I'll state one version of the theorem, valid for classical systems. I'll not give the most general framework, as things become messy, but this should still give you an idea of how general the result is.
We need the following ingredients:
- Spins: to each vertex of the lattice $\mathbb{Z}^2$, we attach a spin $\phi_x$ taking values in some compact topological space $S$.
- Symmetry group: a compact, connected Lie group $G$ acting on $S$.
- Interaction: a piecewise-continuous function $U:S\times S\to\mathbb{R}$, invariant under the action of $G$: $U(g\phi_x,g\phi_y) = U(\phi_x,\phi_y)$, for each $g\in G$.
- Coupling constants: a collection $(J_x)_{x\in\mathbb{Z}^d}$ of nonnegative real numbers, such that $\sum_{x\neq 0} J_x<\infty$.
We then consider the formal Hamiltonian
$$
H(\phi) = \sum_{x\neq y\in\mathbb{Z}^2} J_{y-x} U(\phi_x,\phi_y).
$$
There is no loss of generality in assuming that $\sum_{x\neq 0} J_x = 1$ (since one can always rescale $U$).
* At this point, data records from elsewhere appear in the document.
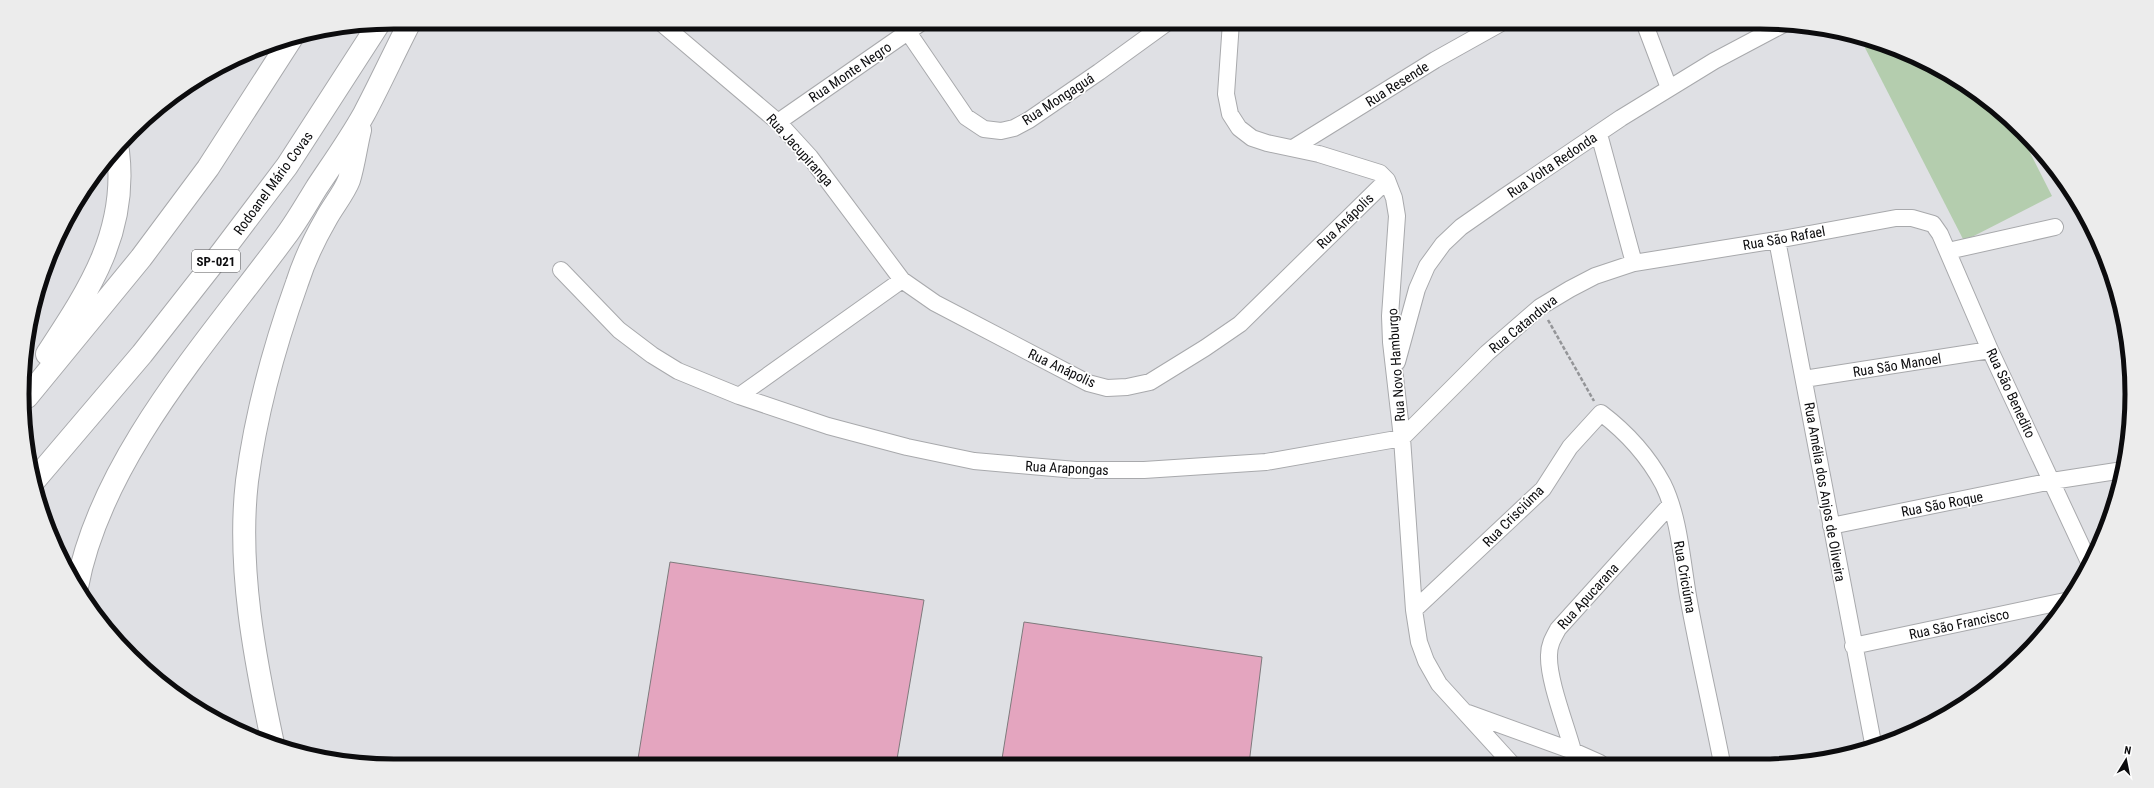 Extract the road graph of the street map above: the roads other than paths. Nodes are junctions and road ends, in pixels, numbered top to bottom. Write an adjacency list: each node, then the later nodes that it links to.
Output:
1 (406, 29): 13 (highway)
2 (673, 29): 14 (street, Rua Jacupiranga)
3 (912, 29): 10 (street, Rua Monte Negro)
4 (1158, 29): 10 (street, Rua Mongaguá)
5 (1231, 29): 16 (street)
6 (1490, 29): 16 (street, Rua Resende)
7 (1647, 29): 12 (street)
8 (375, 30): 35 (highway, Rodoanel Mário Covas / SP-021)
9 (1773, 30): 12 (street, Rua Volta Redonda)
10 (908, 32): 14 (street, Rua Monte Negro)
11 (287, 45): 30 (highway)
12 (1669, 88): 15 (street, Rua Volta Redonda)
13 (363, 114): 40 (highway); 45 (highway)
14 (778, 122): 25 (street, Rua Jacupiranga)
15 (1599, 134): 23 (street); 27 (street, Rua Volta Redonda)
16 (1293, 148): 18 (street)
17 (118, 155): 28 (highway)
18 (1387, 180): 25 (street, Rua Anápolis); 27 (street, Rua Novo Hamburgo)
19 (1933, 224): 21 (street, Rua São Rafael); 22 (street, Rua São Benedito)
20 (2055, 227): 22 (street)
21 (1777, 240): 23 (street, Rua São Rafael); 29 (street, Rua Amélia dos Anjos de Oliveira)
22 (1948, 251): 26 (street, Rua São Benedito)
23 (1634, 263): 33 (street, Rua Catanduva)
24 (561, 270): 31 (street, Rua Arapongas)
25 (902, 280): 31 (street)
26 (1990, 350): 29 (street, Rua São Manoel); 36 (street, Rua São Benedito)
27 (1394, 369): 33 (street, Rua Novo Hamburgo)
28 (30, 379)
29 (1804, 379): 38 (street, Rua Amélia dos Anjos de Oliveira)
30 (29, 395)
31 (739, 396): 33 (street, Rua Arapongas)
32 (1601, 413): 37 (street, Rua Criciúma); 42 (street, Rua Crisciúma)
33 (1402, 438): 42 (street, Rua Novo Hamburgo)
34 (2117, 471): 36 (street, Rua São Roque)
35 (38, 476)
36 (2052, 482): 38 (street, Rua São Roque); 39 (street, Rua São Benedito)
37 (1671, 504): 47 (street, Rua Apucarana); 50 (street, Rua Criciúma)
38 (1831, 526): 43 (street, Rua Amélia dos Anjos de Oliveira)
39 (2086, 556)
40 (79, 578)
41 (2059, 602): 43 (street, Rua São Francisco)
42 (1414, 610): 44 (street, Rua Novo Hamburgo)
43 (1853, 646): 46 (street, Rua Amélia dos Anjos de Oliveira)
44 (1465, 712): 47 (street); 48 (street, Rua Novo Hamburgo)
45 (272, 738)
46 (1873, 741)
47 (1574, 751): 49 (street)
48 (1507, 759)
49 (1591, 759)
50 (1721, 759)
With this normalization, we can consider the random walk $X$ on $\mathbb{Z}^2$ with transition probabilities from $x$ to $y$ given by $J_{y-x}$.
The statement then takes the following form: Under the above assumptions, all infinite-volume Gibbs measures associated to the formal Hamiltonian $H$ are invariant under the action of $G$, provided that the random walk $X$ is recurrent.
As an example, consider the case of the $O(N)$ model. In that case, $S=\mathbb{S}^{N-1}$ is the $(N-1)$-sphere, $G=O(N)$ is the group of rotations of $\mathbb{S}^{N-1}$, $U(\phi_x,\phi_y) = -\phi_x \cdot \phi_y$ is minus the scalar product of the two unit vectors. The above result shows that all infinite-volume Gibbs measures associated to the $O(N)$-model are rotation invariant (which implies in particular that there cannot be spontaneous magnetization) as soon as the random walk $X$ is recurrent. Interestingly, it is known, in that case, that there is spontaneous magnetization (and, thus, spontaneous breaking of the rotation symmetry) at low temperatures, as soon as the random walk $X$ is transient. If you prefer a more explicit criterion, restrict your attention to the case $J_x \propto |x|^{-\alpha}$. Then the previous discussion implies that there is spontaneous symmetry breaking at low temperatures in the $O(N)$-model if and only if $\alpha<4$.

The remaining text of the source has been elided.